──────── Provided data

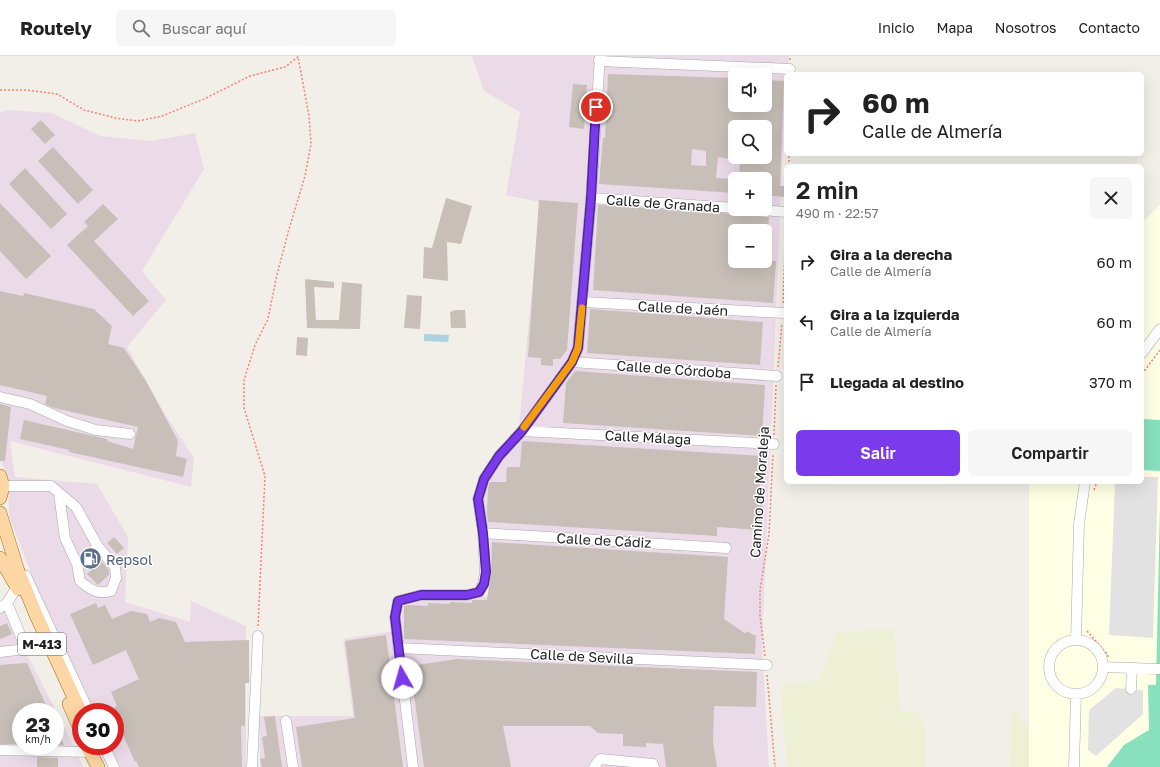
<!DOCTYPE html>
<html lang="es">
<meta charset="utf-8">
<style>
body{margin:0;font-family:"Golos Text",sans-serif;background:#f6f6f6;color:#222;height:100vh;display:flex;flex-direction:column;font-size:15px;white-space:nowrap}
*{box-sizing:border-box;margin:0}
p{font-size:13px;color:#767676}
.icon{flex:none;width:22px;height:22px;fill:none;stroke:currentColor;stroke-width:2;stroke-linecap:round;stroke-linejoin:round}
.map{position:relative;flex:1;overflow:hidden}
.sheet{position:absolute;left:784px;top:108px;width:360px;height:320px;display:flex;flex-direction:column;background:#fff;border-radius:6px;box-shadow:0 4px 16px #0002}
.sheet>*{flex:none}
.top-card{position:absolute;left:784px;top:16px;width:360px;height:84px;border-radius:6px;box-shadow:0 4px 16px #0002;background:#fff;color:#222;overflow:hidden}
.tools{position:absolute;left:728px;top:12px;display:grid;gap:8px}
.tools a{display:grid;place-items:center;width:44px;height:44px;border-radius:6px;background:#fff;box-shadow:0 4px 16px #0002;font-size:20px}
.speed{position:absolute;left:12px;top:647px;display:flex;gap:8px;font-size:20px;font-weight:700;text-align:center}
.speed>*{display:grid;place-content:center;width:52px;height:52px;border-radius:50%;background:#fff;box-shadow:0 4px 16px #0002;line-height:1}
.speed small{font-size:10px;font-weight:400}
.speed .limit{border:6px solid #d22;background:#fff;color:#111}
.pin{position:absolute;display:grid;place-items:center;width:34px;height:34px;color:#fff;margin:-17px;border:2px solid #fff;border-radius:50%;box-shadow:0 1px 4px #0007}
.me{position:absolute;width:44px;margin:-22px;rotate:353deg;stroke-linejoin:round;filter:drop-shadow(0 0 3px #0008)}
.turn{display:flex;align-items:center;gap:14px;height:84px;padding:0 12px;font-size:18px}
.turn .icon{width:52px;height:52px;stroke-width:2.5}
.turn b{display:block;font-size:28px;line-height:34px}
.round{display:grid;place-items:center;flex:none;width:42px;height:42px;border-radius:6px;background:#f6f6f6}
.head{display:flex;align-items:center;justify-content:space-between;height:68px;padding:0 12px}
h1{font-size:24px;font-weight:600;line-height:30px}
.button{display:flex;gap:8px;margin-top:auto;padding:8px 12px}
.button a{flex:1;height:46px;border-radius:6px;background:#7c3aed;color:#fff;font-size:16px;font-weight:600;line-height:46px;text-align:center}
.button a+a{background:#f6f6f6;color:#222}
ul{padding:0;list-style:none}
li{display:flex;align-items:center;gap:12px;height:60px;padding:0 12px}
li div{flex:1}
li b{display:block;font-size:15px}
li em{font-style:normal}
header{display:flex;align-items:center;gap:24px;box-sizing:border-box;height:56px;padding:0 20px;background:#fff;border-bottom:1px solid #e0e0e0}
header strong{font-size:19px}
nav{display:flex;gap:22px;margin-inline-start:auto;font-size:14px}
.search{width:280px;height:36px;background:#f6f6f6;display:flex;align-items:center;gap:10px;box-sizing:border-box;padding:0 14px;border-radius:6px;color:#767676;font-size:15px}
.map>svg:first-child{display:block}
</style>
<header>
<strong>Routely</strong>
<div class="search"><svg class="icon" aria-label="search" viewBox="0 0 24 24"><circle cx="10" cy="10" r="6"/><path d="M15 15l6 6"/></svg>Buscar aquí</div>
<nav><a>Inicio</a><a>Mapa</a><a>Nosotros</a><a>Contacto</a></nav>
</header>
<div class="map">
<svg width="1160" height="711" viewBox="0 0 1160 711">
<rect width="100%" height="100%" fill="#f2efe9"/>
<path fill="#ebdbe8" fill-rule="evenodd" d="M472 0H789L787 18H786L762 588 769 711H260L259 660H353L343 583 400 574 403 546 491 540 490 484 481 460 488 423 518 382 540 146 506 139 520 56 484 35ZM735 19H765V49H735ZM735 71H765V101H735ZM735 123H765V153H735ZM735 175H765V205H735Z
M7 54 52 57 100 80 152 85 195 77 204 113 142 215 166 244 127 291 165 358 194 402 191 431 10 385 15 421 97 428 128 481 125 546 190 566 191 545 246 570V711H117L108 690H115V656H92L36 530 9 460 8 421 0 404V57Z
M0 545 71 685 83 711H0ZM21 656H55V690H21Z"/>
<path fill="#ffffe5" d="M1160 148V711H1029V426H1142V167Z"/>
<path fill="#eef0d5" d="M894 572 900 655 918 656 926 675V711H787L780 629 820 624 837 577Z
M1012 652 1029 672V711H1010Z"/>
<path fill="#88e0be" d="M1142 363 1160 364V415L1142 414Z
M1160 451V711H1107L1124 689 1149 674 1148 629H1156Z"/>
<path fill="#e2e2e2" d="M1142 421H1158L1153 582 1109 579 1115 426H1142Z
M1116 632 1143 634V658L1096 700 1088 694 1089 654Z"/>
<path fill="#aad3df" d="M424 278 449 279 448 286 424 285Z"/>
<path fill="#c7bfb8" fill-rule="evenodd" d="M608 18 734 22 732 49H765V24L784 25 780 130H784V141L765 139V123H739L740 101H765V71H732L730 103 718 101 716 122 735 123V137L599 128 603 82H605ZM692 93 706 95V110L691 109Z
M573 28 587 29 584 73 569 71Z
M41 64 55 79 45 88 31 73Z
M53 91 93 134 78 148 38 105Z
M25 112 67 158 51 173 9 128Z
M446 142 472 150 461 188 447 186 448 225 423 222 424 191 432 192Z
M539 144 578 147 567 294 560 303H553V310L541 309V302L528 301Z
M0 147 51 200 26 223 0 195Z
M103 148 118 163 94 185 149 245 133 260 67 189 88 170 84 166Z
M598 149 735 158H746L749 159 769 161 768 175H735V205H776L773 247 593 234Z
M305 223 334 226V232L314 231 316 264H339L342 226 362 228 360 273 307 272Z
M0 235 23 240 24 237 94 253 112 270 108 288 124 292 146 325 178 385 176 400 187 403 183 421 69 396V394L20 383 24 364 107 383V385L133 393 138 371 54 352 45 348 47 340 0 329Z
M407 239 422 240 420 273 404 272Z
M590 253 763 266 760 309 587 297Z
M455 254H465L466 272H451L450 256Z
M297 281 308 282 307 300 296 299Z
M575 315 765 329 762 380 563 367 566 327Z
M0 348 11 351 5 405H0Z
M522 385 762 400 759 442H763L760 474 717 471V480L488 466 487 458 488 431 490 426H506L507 411H520Z
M114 481 124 492 117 498 107 487Z
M492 486 728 501 724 563 746 578V575L756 580 755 598 404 583V550L409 549 428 550V547L450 548V546L472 547V544H487L491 517Z
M101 505 109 514V519L98 529 87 518Z
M96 547 98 552 105 549 112 563 131 555 147 558 150 566 159 562 176 566 185 586 249 584V627H245V670H241L242 711H139L136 705 135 706 115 661V656H113L111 653 117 650 111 636 139 623 136 617 126 594 93 609 70 558Z
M7 567 12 578 0 583V570Z
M386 579 403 711H302L296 671 355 662 345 585Z
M457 603 757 616 756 651 714 650 713 686 717 711H666L663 688 646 687V691L623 690V678L598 677 590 670H503L511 711H424L410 610Z
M27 607 49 656H21V688H0V609Z
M275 660 282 711H262L260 703 265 702 262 681 267 680 264 661Z
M55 669 64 689H55Z
M37 701 58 702V711H37Z"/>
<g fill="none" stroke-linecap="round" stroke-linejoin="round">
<defs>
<path id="minor" d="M599 5 790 13
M591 142 735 152
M750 153 786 156
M583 246 783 257
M1142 297 1160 273
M572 306 777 320
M0 341 30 348 67 365 96 374 130 378
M522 375 774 388
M3 430H51L76 451 97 489 92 498 77 508 65 482 59 437
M483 477 726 492
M77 508 80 525C91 534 98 539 111 535L116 522 115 511 97 489
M26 520 89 656
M7 547 26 593
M0 552 7 547 17 531
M1076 584 1079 468 1085 426
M1049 611a27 27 0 1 1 54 0a27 27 0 1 1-54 0Z
M398 592 767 609
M0 596 43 591
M1103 611 1160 613
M1131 633 1132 612
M286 665 293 711
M104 690 114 711
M0 694 90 696 92 701
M252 711 258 580
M413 711 395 561 398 545 421 539H467L479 536 483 528 485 516 483 477 478 443 484 423 499 400 522 375 572 306 578 292 591 142 600 0
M594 711 600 703 653 708 654 711
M1074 711 1076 638"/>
<path id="major" d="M0 420 3 430 0 442
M0 457 18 515 36 559 81 657
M0 502 18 533
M69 648 81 675
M87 690 98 711"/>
</defs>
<use href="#minor" stroke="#a9a9a9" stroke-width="11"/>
<use href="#major" stroke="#a06b00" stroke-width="14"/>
<path stroke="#fa8072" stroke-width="1.5" stroke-dasharray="2 2" stroke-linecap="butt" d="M790 4V0
M0 34H27L57 38 84 54 115 62 138 65 162 60 204 43 250 20 285 11 299 0
M789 110V98
M783 247 786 165
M778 311 782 267
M1142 318 1160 294
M774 379 776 329
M1094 434 1097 426
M258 570 265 420 244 352V324L255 289 268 263 276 223 289 173 305 120 311 88 309 60 298 1
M1087 575 1108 599V601
M765 600 760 560V534L769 478 773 397
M767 619 775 711"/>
<use href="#minor" stroke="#fff" stroke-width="10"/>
<use href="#major" stroke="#fcd6a4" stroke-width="13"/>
</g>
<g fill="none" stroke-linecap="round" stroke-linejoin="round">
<defs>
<path id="route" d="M402 622 395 561 398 545 421 539H467L479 536 484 528 486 516 483 477 478 443 484 423 499 400 522 375 572 306 578 292 591 142 596 51"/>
</defs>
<use href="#route" stroke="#51269a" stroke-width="10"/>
<use href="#route" stroke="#7c3aed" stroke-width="7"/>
<path stroke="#f59e0b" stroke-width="7" d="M524 371 572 306 578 292 582 252"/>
</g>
<defs>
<symbol id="fuel-disc" viewBox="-11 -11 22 22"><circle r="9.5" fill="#5c6f8a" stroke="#fff"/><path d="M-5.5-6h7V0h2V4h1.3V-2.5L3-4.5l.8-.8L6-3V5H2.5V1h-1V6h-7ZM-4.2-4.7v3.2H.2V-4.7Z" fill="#fff"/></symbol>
</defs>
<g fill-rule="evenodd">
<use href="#fuel-disc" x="78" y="490" width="25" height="25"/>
</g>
<g text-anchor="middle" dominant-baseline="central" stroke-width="3" stroke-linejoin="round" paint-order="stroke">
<rect fill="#fff" stroke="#646464" stroke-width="1" x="18" y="577" width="48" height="22" rx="3"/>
<g font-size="13" font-weight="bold" fill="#222">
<text x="42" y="588">M-413</text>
</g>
<g font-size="14" fill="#222" stroke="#fff">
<text transform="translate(663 147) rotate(4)">Calle de Granada</text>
<text transform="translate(683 252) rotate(3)">Calle de Jaén</text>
<text transform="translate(674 313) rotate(4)">Calle de Córdoba</text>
<text transform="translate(648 381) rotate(3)">Calle Málaga</text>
<text transform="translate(759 436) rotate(-86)">Camino de Moraleja</text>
<text transform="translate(604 484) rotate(3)">Calle de Cádiz</text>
<text transform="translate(582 600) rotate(3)">Calle de Sevilla</text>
</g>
<g font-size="14" fill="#4e5e75" stroke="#fff" text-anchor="start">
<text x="106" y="503">Repsol</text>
</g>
</g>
</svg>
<div class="tools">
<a><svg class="icon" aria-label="sound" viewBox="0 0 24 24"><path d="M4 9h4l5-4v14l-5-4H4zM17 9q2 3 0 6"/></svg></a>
<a><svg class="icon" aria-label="search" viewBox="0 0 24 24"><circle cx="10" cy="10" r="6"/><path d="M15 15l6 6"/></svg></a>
<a>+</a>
<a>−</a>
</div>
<div class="speed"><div>23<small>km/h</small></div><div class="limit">30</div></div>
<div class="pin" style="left:596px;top:51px;background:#d93025"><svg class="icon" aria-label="arrive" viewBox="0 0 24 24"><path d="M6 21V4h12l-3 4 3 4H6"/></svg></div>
<svg class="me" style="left:402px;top:622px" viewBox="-20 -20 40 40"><circle r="19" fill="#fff"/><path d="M0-13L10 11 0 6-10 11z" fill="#7c3aed"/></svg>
<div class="top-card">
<div class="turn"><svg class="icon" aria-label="right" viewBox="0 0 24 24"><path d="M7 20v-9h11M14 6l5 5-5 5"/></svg><div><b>60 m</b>Calle de Almería</div></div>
</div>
<section class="sheet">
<div class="head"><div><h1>2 min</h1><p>490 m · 22:57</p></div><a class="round"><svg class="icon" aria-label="close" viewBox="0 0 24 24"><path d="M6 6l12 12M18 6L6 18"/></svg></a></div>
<ul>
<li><svg class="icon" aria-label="right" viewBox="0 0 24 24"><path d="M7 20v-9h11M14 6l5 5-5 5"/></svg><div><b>Gira a la derecha</b><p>Calle de Almería</p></div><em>60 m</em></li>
<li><svg class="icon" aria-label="left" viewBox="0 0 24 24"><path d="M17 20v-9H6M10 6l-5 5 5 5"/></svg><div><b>Gira a la izquierda</b><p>Calle de Almería</p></div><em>60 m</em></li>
<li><svg class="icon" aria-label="arrive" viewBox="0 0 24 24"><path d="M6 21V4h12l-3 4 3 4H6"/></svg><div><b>Llegada al destino</b></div><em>370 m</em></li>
</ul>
<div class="button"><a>Salir</a><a>Compartir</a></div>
</section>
</div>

────────────────

# [Exercise goal]
Show a copy of each line from the data that includes the word "position".

# [Task result]
.map{position:relative;flex:1;overflow:hidden}
.sheet{position:absolute;left:784px;top:108px;width:360px;height:320px;display:flex;flex-direction:column;background:#fff;border-radius:6px;box-shadow:0 4px 16px #0002}
.top-card{position:absolute;left:784px;top:16px;width:360px;height:84px;border-radius:6px;box-shadow:0 4px 16px #0002;background:#fff;color:#222;overflow:hidden}
.tools{position:absolute;left:728px;top:12px;display:grid;gap:8px}
.speed{position:absolute;left:12px;top:647px;display:flex;gap:8px;font-size:20px;font-weight:700;text-align:center}
.pin{position:absolute;display:grid;place-items:center;width:34px;height:34px;color:#fff;margin:-17px;border:2px solid #fff;border-radius:50%;box-shadow:0 1px 4px #0007}
.me{position:absolute;width:44px;margin:-22px;rotate:353deg;stroke-linejoin:round;filter:drop-shadow(0 0 3px #0008)}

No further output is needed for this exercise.